» What is required: The pictures are to be left out when the listing below is reproduced word for word.

» Materials provided:
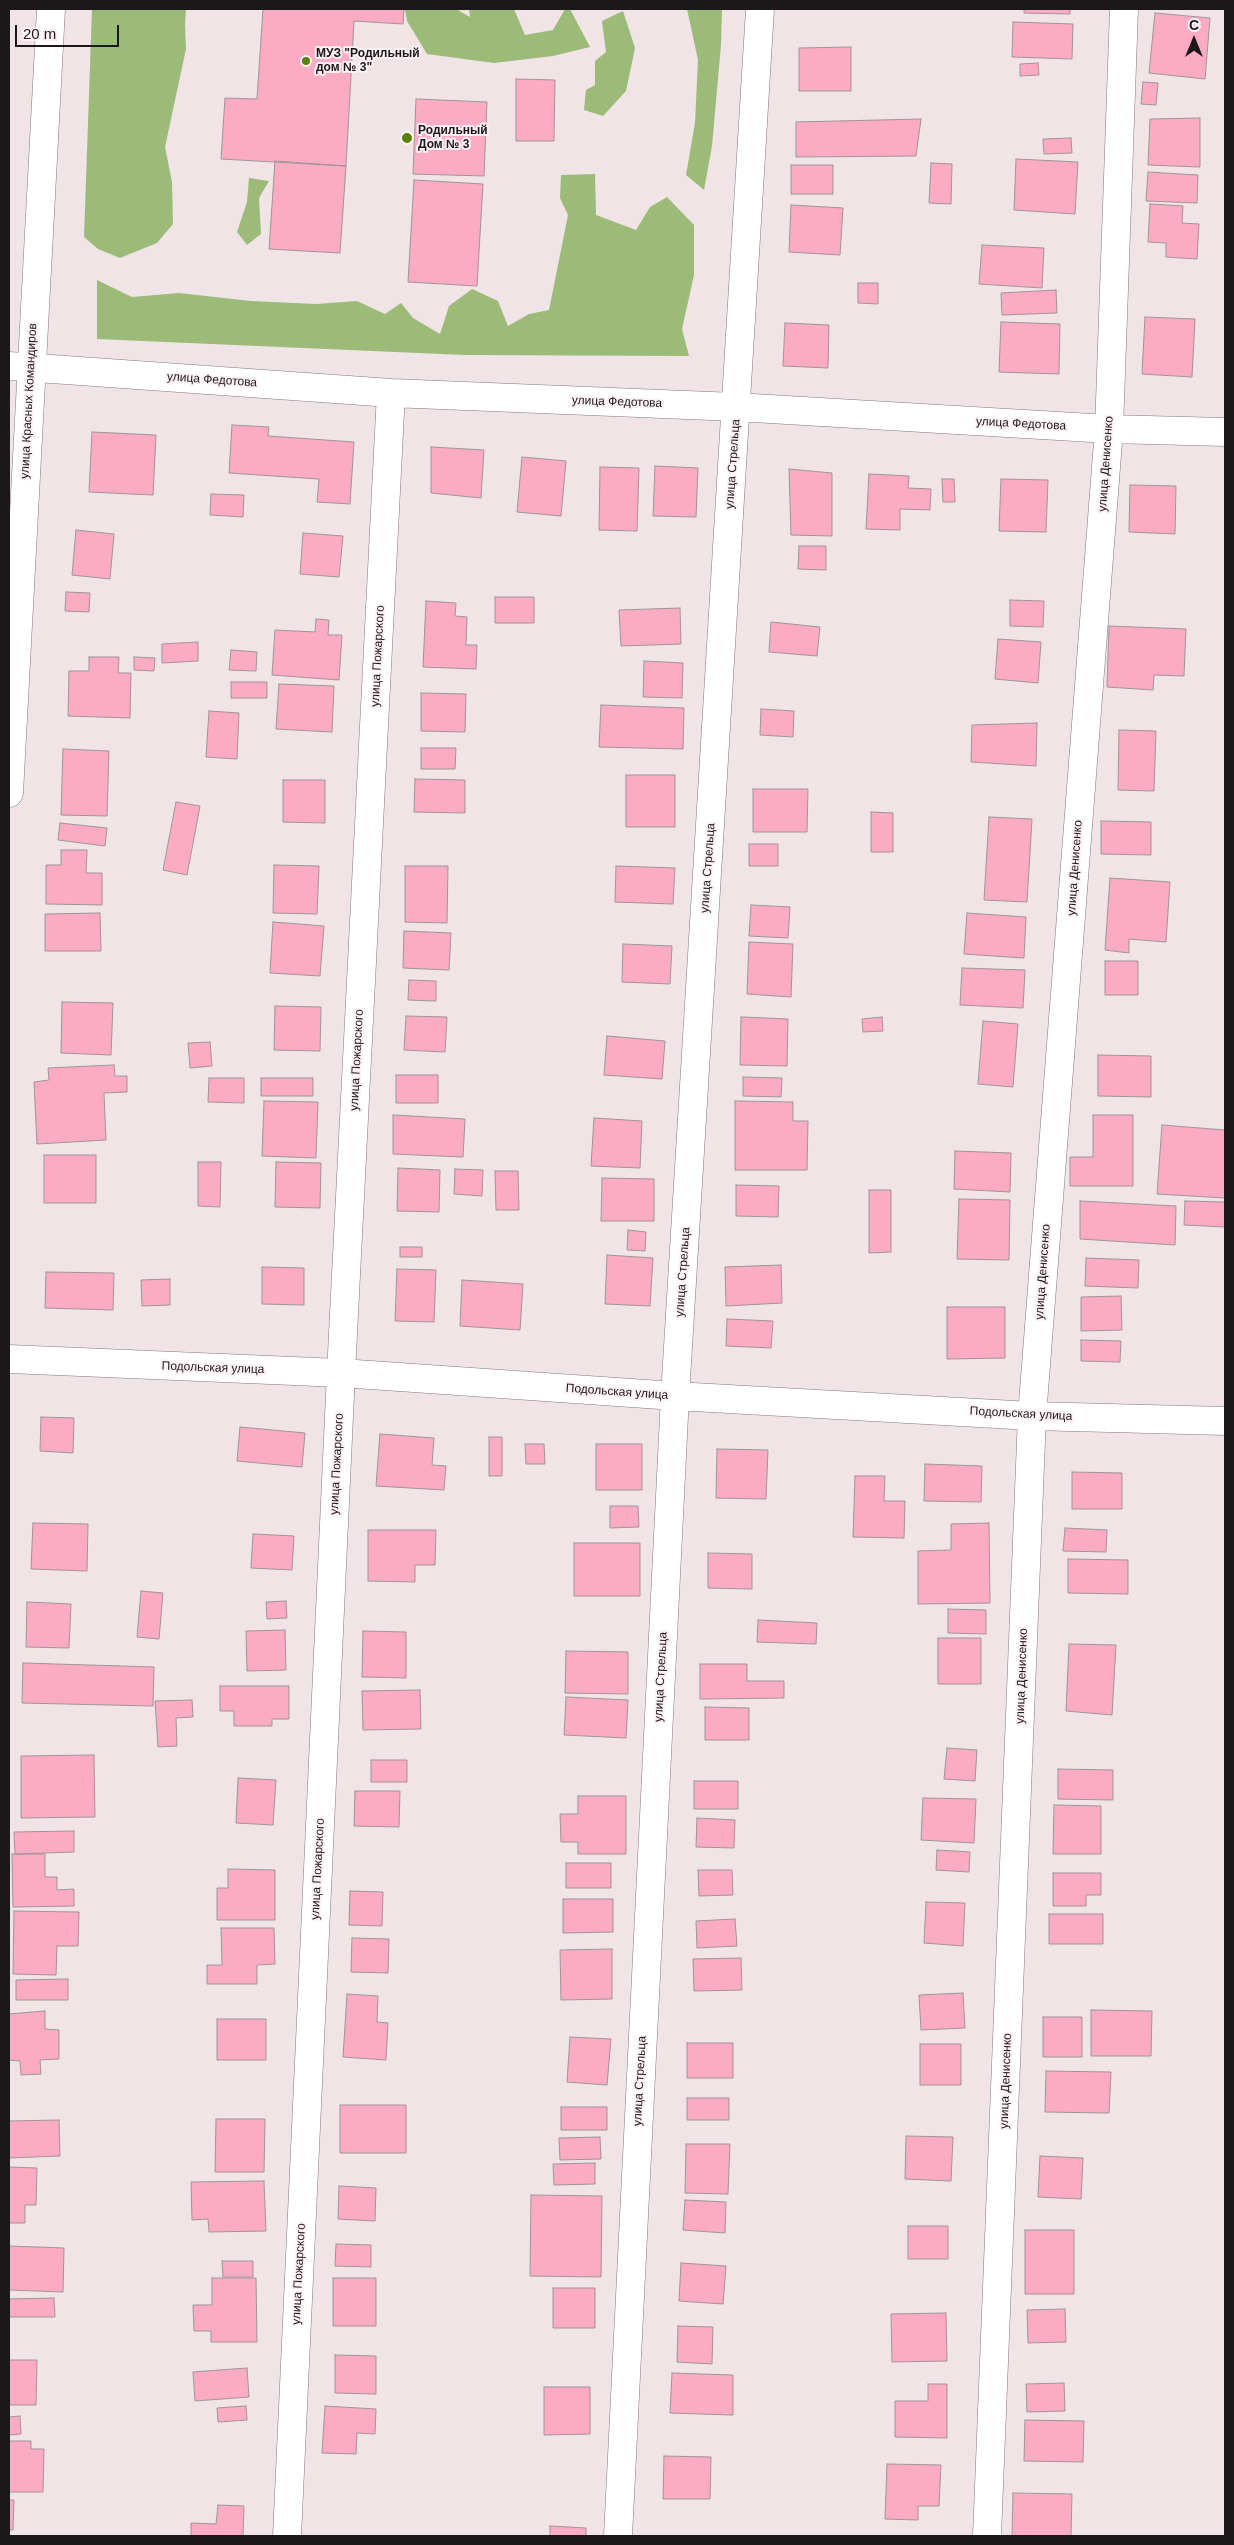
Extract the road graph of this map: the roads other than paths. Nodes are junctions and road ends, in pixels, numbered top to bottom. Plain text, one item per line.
1 (51, 9) edge
2 (760, 9) edge
3 (1124, 9) edge
4 (20, 366) edge
5 (391, 393) junction
6 (736, 407) junction
7 (1109, 429) junction
8 (1225, 432) edge
9 (9, 793) edge
10 (9, 1359) edge
11 (341, 1373) junction
12 (675, 1396) junction
13 (1032, 1416) junction
14 (1225, 1421) edge
15 (287, 2536) edge
16 (618, 2536) edge
17 (987, 2536) edge

1 - 4 street, улица Красных Командиров
2 - 6 street, улица Стрельца
3 - 7 street, улица Денисенко
4 - 5 street, улица Федотова
4 - 9 street, улица Красных Командиров
5 - 6 street, улица Федотова
5 - 11 street, улица Пожарского
6 - 7 street, улица Федотова
6 - 12 street, улица Стрельца
7 - 8 street, улица Федотова
7 - 13 street, улица Денисенко
10 - 11 street, Подольская улица
11 - 12 street, Подольская улица
11 - 15 street, улица Пожарского
12 - 13 street, Подольская улица
12 - 16 street, улица Стрельца
13 - 14 street, Подольская улица
13 - 17 street, улица Денисенко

» Exercise result:
Extract the road graph of this map: the roads other than paths. Nodes are junctions and road ends, in pixels, numbered top to bottom. Plain text, one item per line.
1 (51, 9) edge
2 (760, 9) edge
3 (1124, 9) edge
4 (20, 366) edge
5 (391, 393) junction
6 (736, 407) junction
7 (1109, 429) junction
8 (1225, 432) edge
9 (9, 793) edge
10 (9, 1359) edge
11 (341, 1373) junction
12 (675, 1396) junction
13 (1032, 1416) junction
14 (1225, 1421) edge
15 (287, 2536) edge
16 (618, 2536) edge
17 (987, 2536) edge

1 - 4 street, улица Красных Командиров
2 - 6 street, улица Стрельца
3 - 7 street, улица Денисенко
4 - 5 street, улица Федотова
4 - 9 street, улица Красных Командиров
5 - 6 street, улица Федотова
5 - 11 street, улица Пожарского
6 - 7 street, улица Федотова
6 - 12 street, улица Стрельца
7 - 8 street, улица Федотова
7 - 13 street, улица Денисенко
10 - 11 street, Подольская улица
11 - 12 street, Подольская улица
11 - 15 street, улица Пожарского
12 - 13 street, Подольская улица
12 - 16 street, улица Стрельца
13 - 14 street, Подольская улица
13 - 17 street, улица Денисенко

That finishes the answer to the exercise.